● Exercise: A verbatim reproduction of all the entries is needed.

● Data shown:
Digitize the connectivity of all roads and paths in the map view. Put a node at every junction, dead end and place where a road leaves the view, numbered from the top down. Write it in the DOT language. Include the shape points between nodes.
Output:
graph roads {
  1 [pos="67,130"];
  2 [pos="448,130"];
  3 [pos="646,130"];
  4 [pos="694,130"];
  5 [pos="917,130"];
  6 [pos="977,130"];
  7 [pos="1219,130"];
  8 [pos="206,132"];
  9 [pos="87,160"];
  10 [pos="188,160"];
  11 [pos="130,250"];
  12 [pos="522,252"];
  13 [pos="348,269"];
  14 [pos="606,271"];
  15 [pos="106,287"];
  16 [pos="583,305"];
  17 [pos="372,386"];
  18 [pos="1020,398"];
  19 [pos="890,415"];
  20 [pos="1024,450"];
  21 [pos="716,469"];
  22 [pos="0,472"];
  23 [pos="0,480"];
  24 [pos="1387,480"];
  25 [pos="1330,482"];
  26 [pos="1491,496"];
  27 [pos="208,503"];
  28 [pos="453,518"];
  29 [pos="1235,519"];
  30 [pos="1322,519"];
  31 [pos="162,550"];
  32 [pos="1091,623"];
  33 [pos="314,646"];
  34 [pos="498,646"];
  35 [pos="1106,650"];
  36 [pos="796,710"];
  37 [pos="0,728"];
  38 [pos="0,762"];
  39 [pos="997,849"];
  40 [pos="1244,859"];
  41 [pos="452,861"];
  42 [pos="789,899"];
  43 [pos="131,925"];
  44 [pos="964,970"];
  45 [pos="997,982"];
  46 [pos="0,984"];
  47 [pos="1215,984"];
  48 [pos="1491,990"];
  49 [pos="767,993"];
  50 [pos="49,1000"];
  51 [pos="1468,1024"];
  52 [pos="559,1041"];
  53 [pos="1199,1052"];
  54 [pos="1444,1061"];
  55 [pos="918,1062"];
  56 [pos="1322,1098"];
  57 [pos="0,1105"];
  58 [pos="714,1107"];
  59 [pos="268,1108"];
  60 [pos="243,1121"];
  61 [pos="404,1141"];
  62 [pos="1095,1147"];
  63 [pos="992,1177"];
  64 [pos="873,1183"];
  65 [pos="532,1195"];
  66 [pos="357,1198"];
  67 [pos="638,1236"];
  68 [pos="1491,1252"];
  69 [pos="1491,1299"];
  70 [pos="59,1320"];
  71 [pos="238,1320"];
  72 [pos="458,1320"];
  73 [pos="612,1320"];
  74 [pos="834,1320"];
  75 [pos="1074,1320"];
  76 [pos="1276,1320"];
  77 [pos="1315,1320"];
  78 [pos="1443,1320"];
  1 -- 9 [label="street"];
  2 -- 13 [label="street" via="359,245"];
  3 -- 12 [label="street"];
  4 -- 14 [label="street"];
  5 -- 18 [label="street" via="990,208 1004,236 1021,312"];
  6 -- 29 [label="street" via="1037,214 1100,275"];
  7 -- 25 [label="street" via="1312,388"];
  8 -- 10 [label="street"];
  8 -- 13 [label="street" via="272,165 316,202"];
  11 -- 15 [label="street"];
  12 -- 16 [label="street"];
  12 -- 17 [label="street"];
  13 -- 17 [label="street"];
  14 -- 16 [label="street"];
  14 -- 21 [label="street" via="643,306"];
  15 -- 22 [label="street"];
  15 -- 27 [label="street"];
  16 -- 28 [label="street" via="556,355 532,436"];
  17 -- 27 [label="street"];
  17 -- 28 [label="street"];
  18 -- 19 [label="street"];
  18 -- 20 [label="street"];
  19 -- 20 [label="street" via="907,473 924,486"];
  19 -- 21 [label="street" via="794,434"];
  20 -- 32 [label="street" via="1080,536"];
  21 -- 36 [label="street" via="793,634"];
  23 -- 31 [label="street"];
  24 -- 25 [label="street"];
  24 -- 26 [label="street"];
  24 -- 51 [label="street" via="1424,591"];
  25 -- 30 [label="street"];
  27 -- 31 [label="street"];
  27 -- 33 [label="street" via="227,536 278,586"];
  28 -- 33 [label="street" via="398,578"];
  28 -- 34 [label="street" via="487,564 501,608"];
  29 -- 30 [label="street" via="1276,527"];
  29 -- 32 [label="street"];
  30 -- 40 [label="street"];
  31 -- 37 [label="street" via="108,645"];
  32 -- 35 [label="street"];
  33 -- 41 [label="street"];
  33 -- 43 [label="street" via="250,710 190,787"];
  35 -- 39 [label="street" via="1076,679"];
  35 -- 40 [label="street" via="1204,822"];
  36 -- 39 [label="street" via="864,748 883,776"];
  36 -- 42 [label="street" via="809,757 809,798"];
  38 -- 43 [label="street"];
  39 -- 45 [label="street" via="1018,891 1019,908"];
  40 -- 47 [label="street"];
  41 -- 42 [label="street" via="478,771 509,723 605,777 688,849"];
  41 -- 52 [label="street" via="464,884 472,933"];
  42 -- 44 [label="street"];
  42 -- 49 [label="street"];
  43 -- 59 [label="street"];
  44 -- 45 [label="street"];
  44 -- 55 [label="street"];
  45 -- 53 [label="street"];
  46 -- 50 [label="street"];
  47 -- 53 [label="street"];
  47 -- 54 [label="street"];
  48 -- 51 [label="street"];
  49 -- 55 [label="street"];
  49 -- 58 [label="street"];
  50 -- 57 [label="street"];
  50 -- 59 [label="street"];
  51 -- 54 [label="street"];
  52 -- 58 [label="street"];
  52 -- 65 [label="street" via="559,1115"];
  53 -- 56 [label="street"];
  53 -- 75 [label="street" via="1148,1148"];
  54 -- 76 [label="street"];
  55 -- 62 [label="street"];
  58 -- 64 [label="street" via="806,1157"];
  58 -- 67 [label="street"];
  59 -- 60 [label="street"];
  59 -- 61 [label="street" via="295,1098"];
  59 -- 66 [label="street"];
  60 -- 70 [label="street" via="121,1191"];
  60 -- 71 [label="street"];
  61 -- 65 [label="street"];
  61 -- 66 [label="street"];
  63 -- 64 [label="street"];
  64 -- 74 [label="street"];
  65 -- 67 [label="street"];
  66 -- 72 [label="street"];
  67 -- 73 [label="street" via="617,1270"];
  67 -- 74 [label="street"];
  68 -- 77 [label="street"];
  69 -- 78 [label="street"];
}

● Answer box:
Digitize the connectivity of all roads and paths in the map view. Put a node at every junction, dead end and place where a road leaves the view, numbered from the top down. Write it in the DOT language. Include the shape points between nodes.
Output:
graph roads {
  1 [pos="67,130"];
  2 [pos="448,130"];
  3 [pos="646,130"];
  4 [pos="694,130"];
  5 [pos="917,130"];
  6 [pos="977,130"];
  7 [pos="1219,130"];
  8 [pos="206,132"];
  9 [pos="87,160"];
  10 [pos="188,160"];
  11 [pos="130,250"];
  12 [pos="522,252"];
  13 [pos="348,269"];
  14 [pos="606,271"];
  15 [pos="106,287"];
  16 [pos="583,305"];
  17 [pos="372,386"];
  18 [pos="1020,398"];
  19 [pos="890,415"];
  20 [pos="1024,450"];
  21 [pos="716,469"];
  22 [pos="0,472"];
  23 [pos="0,480"];
  24 [pos="1387,480"];
  25 [pos="1330,482"];
  26 [pos="1491,496"];
  27 [pos="208,503"];
  28 [pos="453,518"];
  29 [pos="1235,519"];
  30 [pos="1322,519"];
  31 [pos="162,550"];
  32 [pos="1091,623"];
  33 [pos="314,646"];
  34 [pos="498,646"];
  35 [pos="1106,650"];
  36 [pos="796,710"];
  37 [pos="0,728"];
  38 [pos="0,762"];
  39 [pos="997,849"];
  40 [pos="1244,859"];
  41 [pos="452,861"];
  42 [pos="789,899"];
  43 [pos="131,925"];
  44 [pos="964,970"];
  45 [pos="997,982"];
  46 [pos="0,984"];
  47 [pos="1215,984"];
  48 [pos="1491,990"];
  49 [pos="767,993"];
  50 [pos="49,1000"];
  51 [pos="1468,1024"];
  52 [pos="559,1041"];
  53 [pos="1199,1052"];
  54 [pos="1444,1061"];
  55 [pos="918,1062"];
  56 [pos="1322,1098"];
  57 [pos="0,1105"];
  58 [pos="714,1107"];
  59 [pos="268,1108"];
  60 [pos="243,1121"];
  61 [pos="404,1141"];
  62 [pos="1095,1147"];
  63 [pos="992,1177"];
  64 [pos="873,1183"];
  65 [pos="532,1195"];
  66 [pos="357,1198"];
  67 [pos="638,1236"];
  68 [pos="1491,1252"];
  69 [pos="1491,1299"];
  70 [pos="59,1320"];
  71 [pos="238,1320"];
  72 [pos="458,1320"];
  73 [pos="612,1320"];
  74 [pos="834,1320"];
  75 [pos="1074,1320"];
  76 [pos="1276,1320"];
  77 [pos="1315,1320"];
  78 [pos="1443,1320"];
  1 -- 9 [label="street"];
  2 -- 13 [label="street" via="359,245"];
  3 -- 12 [label="street"];
  4 -- 14 [label="street"];
  5 -- 18 [label="street" via="990,208 1004,236 1021,312"];
  6 -- 29 [label="street" via="1037,214 1100,275"];
  7 -- 25 [label="street" via="1312,388"];
  8 -- 10 [label="street"];
  8 -- 13 [label="street" via="272,165 316,202"];
  11 -- 15 [label="street"];
  12 -- 16 [label="street"];
  12 -- 17 [label="street"];
  13 -- 17 [label="street"];
  14 -- 16 [label="street"];
  14 -- 21 [label="street" via="643,306"];
  15 -- 22 [label="street"];
  15 -- 27 [label="street"];
  16 -- 28 [label="street" via="556,355 532,436"];
  17 -- 27 [label="street"];
  17 -- 28 [label="street"];
  18 -- 19 [label="street"];
  18 -- 20 [label="street"];
  19 -- 20 [label="street" via="907,473 924,486"];
  19 -- 21 [label="street" via="794,434"];
  20 -- 32 [label="street" via="1080,536"];
  21 -- 36 [label="street" via="793,634"];
  23 -- 31 [label="street"];
  24 -- 25 [label="street"];
  24 -- 26 [label="street"];
  24 -- 51 [label="street" via="1424,591"];
  25 -- 30 [label="street"];
  27 -- 31 [label="street"];
  27 -- 33 [label="street" via="227,536 278,586"];
  28 -- 33 [label="street" via="398,578"];
  28 -- 34 [label="street" via="487,564 501,608"];
  29 -- 30 [label="street" via="1276,527"];
  29 -- 32 [label="street"];
  30 -- 40 [label="street"];
  31 -- 37 [label="street" via="108,645"];
  32 -- 35 [label="street"];
  33 -- 41 [label="street"];
  33 -- 43 [label="street" via="250,710 190,787"];
  35 -- 39 [label="street" via="1076,679"];
  35 -- 40 [label="street" via="1204,822"];
  36 -- 39 [label="street" via="864,748 883,776"];
  36 -- 42 [label="street" via="809,757 809,798"];
  38 -- 43 [label="street"];
  39 -- 45 [label="street" via="1018,891 1019,908"];
  40 -- 47 [label="street"];
  41 -- 42 [label="street" via="478,771 509,723 605,777 688,849"];
  41 -- 52 [label="street" via="464,884 472,933"];
  42 -- 44 [label="street"];
  42 -- 49 [label="street"];
  43 -- 59 [label="street"];
  44 -- 45 [label="street"];
  44 -- 55 [label="street"];
  45 -- 53 [label="street"];
  46 -- 50 [label="street"];
  47 -- 53 [label="street"];
  47 -- 54 [label="street"];
  48 -- 51 [label="street"];
  49 -- 55 [label="street"];
  49 -- 58 [label="street"];
  50 -- 57 [label="street"];
  50 -- 59 [label="street"];
  51 -- 54 [label="street"];
  52 -- 58 [label="street"];
  52 -- 65 [label="street" via="559,1115"];
  53 -- 56 [label="street"];
  53 -- 75 [label="street" via="1148,1148"];
  54 -- 76 [label="street"];
  55 -- 62 [label="street"];
  58 -- 64 [label="street" via="806,1157"];
  58 -- 67 [label="street"];
  59 -- 60 [label="street"];
  59 -- 61 [label="street" via="295,1098"];
  59 -- 66 [label="street"];
  60 -- 70 [label="street" via="121,1191"];
  60 -- 71 [label="street"];
  61 -- 65 [label="street"];
  61 -- 66 [label="street"];
  63 -- 64 [label="street"];
  64 -- 74 [label="street"];
  65 -- 67 [label="street"];
  66 -- 72 [label="street"];
  67 -- 73 [label="street" via="617,1270"];
  67 -- 74 [label="street"];
  68 -- 77 [label="street"];
  69 -- 78 [label="street"];
}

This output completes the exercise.